Mediante la mezcla de k-carragenina/quitosan con fibrina es posible el cultivo de células de glioma de rata C6, con lo cual se puede esperar la regeneración de tejido nervioso (Doncel et al., 2006).
Como se puede ver, el uso de fibrinógeno en la Ingeniería Tisular ha cobrado gran importancia; por ser un material de origen humano, su aplicación en pacientes es más rápida comparada con otros materiales de origen xenogénico u obtenidos, por rutas biotecnológicas, usando microorganismos recombinantes.
Una novedosa alternativa para la generación de equivalentes de tejidos es mediante el empleo de sistemas de impresión, en los cuales se pueden depositar células y soporte para alcanzar equivalentes de menos de 200 µm de espesor y evitar restricciones difusionales durante el crecimiento celular; a través de esta técnica se coloca la solución de trombina y células en un cartucho de impresora y la solución de fibrinógeno hace las veces de papel, de esta manera, la impresión puede generar soportes con una estructura bastante definida (Cui and Boland, 2009).

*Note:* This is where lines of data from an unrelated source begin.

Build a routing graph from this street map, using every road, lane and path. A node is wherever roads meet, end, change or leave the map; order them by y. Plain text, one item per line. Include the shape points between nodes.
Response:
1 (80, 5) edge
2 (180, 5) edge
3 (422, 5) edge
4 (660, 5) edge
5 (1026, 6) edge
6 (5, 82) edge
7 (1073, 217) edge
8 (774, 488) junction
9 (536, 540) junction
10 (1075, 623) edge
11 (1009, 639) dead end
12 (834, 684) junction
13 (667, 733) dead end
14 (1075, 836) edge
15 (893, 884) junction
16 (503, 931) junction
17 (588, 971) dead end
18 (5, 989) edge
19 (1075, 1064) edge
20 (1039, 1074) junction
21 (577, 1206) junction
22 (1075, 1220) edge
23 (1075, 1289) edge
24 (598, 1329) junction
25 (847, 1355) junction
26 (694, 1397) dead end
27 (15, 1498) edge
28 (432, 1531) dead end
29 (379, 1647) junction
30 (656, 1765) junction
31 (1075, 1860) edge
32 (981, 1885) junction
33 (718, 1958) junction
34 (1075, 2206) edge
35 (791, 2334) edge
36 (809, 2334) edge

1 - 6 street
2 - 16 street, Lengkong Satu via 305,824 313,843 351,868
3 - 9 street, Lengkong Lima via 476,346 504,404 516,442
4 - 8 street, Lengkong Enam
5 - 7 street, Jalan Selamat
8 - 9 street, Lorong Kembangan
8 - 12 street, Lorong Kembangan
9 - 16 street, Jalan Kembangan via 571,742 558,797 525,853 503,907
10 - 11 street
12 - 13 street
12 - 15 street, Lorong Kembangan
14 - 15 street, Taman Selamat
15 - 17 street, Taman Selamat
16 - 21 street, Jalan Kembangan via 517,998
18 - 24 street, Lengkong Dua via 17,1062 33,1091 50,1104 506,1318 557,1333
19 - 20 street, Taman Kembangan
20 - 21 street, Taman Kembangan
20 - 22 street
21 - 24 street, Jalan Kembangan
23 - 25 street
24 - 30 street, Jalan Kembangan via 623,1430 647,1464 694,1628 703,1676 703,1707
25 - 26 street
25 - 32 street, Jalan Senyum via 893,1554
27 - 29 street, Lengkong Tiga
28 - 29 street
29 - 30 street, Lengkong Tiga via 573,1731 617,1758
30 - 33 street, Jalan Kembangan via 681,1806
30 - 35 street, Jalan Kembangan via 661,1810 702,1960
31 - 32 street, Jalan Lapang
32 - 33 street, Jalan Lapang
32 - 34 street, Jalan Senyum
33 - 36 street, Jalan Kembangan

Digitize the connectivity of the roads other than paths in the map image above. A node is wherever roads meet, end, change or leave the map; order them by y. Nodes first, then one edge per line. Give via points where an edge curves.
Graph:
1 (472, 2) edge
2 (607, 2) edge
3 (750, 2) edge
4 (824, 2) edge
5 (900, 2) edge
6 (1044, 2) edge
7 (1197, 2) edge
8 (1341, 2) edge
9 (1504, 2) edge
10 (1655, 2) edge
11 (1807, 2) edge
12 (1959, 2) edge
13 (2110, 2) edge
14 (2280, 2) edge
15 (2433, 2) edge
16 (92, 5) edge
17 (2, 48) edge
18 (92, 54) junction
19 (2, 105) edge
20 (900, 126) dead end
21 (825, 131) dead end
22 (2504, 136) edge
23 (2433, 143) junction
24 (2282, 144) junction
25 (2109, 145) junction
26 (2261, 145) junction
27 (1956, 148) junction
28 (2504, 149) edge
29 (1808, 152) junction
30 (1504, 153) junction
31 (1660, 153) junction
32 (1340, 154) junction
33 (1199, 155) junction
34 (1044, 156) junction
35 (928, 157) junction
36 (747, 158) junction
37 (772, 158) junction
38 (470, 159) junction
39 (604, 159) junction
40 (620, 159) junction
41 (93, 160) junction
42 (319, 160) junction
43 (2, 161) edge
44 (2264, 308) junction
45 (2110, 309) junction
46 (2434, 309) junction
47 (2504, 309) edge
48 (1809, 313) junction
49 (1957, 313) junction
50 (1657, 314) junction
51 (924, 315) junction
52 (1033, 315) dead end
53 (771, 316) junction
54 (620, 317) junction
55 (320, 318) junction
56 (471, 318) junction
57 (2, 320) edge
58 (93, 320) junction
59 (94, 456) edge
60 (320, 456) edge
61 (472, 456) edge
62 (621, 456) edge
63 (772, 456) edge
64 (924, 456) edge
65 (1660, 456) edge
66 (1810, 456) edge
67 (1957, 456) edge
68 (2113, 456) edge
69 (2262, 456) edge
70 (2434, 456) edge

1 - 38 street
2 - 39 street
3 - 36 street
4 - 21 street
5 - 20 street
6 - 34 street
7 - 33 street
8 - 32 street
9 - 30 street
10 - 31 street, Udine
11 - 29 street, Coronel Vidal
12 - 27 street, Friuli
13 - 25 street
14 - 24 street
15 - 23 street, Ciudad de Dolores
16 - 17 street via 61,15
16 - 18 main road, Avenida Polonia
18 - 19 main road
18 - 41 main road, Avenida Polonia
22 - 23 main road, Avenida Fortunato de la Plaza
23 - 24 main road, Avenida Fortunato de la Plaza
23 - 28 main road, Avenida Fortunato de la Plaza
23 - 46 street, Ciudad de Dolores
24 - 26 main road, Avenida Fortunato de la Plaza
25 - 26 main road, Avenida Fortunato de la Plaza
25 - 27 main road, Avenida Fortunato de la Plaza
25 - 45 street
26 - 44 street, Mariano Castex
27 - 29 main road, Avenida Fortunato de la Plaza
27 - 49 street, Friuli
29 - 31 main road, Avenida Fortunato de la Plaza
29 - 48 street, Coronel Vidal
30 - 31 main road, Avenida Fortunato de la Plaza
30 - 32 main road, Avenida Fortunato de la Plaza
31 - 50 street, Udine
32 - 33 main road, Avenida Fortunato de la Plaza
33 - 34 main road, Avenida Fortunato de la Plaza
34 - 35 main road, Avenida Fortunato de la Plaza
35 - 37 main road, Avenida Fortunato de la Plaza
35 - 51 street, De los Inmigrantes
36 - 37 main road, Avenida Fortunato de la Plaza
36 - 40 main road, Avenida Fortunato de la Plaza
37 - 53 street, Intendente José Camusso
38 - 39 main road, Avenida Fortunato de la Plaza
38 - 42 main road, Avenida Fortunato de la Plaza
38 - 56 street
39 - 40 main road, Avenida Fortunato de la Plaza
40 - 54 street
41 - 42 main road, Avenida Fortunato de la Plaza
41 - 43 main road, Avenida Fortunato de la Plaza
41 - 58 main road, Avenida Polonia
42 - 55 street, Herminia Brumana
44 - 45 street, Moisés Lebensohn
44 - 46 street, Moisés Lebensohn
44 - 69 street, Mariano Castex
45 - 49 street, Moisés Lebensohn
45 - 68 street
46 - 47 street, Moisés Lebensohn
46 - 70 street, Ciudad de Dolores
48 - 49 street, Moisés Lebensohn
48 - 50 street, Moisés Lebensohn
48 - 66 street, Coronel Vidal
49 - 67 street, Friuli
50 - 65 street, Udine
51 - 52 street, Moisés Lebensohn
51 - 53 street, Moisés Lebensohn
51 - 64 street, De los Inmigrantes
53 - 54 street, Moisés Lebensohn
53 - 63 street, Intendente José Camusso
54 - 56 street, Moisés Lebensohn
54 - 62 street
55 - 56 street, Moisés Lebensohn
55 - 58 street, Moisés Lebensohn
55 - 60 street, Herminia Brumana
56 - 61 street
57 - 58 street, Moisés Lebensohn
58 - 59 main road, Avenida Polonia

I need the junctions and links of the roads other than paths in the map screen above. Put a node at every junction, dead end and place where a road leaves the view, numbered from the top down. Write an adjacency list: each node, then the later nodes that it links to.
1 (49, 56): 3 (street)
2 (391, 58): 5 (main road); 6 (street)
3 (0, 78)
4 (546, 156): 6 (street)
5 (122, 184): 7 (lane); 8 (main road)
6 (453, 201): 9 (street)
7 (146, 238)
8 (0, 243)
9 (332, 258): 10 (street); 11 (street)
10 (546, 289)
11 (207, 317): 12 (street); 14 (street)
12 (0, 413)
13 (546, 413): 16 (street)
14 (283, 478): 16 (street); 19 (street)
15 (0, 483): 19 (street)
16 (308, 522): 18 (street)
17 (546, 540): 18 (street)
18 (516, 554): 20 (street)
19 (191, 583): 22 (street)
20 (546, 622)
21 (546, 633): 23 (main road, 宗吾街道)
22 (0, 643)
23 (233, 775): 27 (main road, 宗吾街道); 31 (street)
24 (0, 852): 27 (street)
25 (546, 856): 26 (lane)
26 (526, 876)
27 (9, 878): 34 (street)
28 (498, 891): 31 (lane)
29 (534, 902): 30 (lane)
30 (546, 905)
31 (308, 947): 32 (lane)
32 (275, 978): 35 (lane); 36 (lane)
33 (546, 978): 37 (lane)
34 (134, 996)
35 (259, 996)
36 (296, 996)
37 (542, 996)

Con el uso de esta técnica, Xu et al. (2010) fabricaron una estructura tridimensional empleando fibrina, alginato, ácido gulurónico y gelatina, en ella atraparon células adipocitos derivados de células estromales y posteriormente colocaron islotes pancreáticos de rata; los investigadores encontraron que es factible obtener in vitro un modelo del síndrome metabólico.
Consideraciones finales
El fibrinógeno es un material biocompatible, biodegradable, de fácil obtención, económico y seguro que puede emplearse en la generación de soportes tridimensionales para el crecimiento celular. La evaluación de este material por diversos grupos de investigación y el uso clínico que actualmente tiene como sellante en cirugía preveen su importancia en el desarrollo de diversos tejidos en un futuro cercano. La mezcla con biopolímeros permite aumentar su resistencia mecánica y amplía el espectro de aplicación de este material. Mediante el desarrollo de procedimientos que empleen plasma del propio paciente como fuente de fibrinógeno se podrían alcanzar equivalentes totalmente autólogos con bajos costos. Esta tecnología desarrollada adecuadamente en el medio colombiano estaría fácilmente a disposición de los grupos de mayor vulnerabilidad en el sistema asistencial de salud.